--- EXTRACTED DATA Enclosed Below ---

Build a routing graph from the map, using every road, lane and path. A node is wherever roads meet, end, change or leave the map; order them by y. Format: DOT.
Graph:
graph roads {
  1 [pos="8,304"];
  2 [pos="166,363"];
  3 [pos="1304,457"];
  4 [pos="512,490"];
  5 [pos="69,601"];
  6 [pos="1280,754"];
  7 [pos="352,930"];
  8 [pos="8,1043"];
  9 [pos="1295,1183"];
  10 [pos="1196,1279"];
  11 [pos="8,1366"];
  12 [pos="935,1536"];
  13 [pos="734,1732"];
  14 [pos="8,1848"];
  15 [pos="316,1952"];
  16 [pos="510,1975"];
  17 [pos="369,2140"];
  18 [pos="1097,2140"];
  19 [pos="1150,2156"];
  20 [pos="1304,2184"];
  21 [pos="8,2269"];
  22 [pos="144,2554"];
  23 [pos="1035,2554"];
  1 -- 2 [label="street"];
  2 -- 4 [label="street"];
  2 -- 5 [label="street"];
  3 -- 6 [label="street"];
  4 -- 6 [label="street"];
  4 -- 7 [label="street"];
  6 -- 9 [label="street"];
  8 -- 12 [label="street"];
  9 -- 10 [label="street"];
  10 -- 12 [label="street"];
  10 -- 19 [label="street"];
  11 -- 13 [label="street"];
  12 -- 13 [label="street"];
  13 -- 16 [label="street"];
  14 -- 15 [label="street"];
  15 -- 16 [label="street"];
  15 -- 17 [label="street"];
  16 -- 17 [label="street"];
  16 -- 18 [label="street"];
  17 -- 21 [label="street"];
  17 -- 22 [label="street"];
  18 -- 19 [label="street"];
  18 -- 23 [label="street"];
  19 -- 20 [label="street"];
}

--- End of Enclosed EXTRACTED DATA ---

• WORK INSTRUCTION
Every line above with the word "roads" is to be copied out.

• RESULT OF THIS EXERCISE
Build a routing graph from the map, using every road, lane and path. A node is wherever roads meet, end, change or leave the map; order them by y. Format: DOT.
graph roads {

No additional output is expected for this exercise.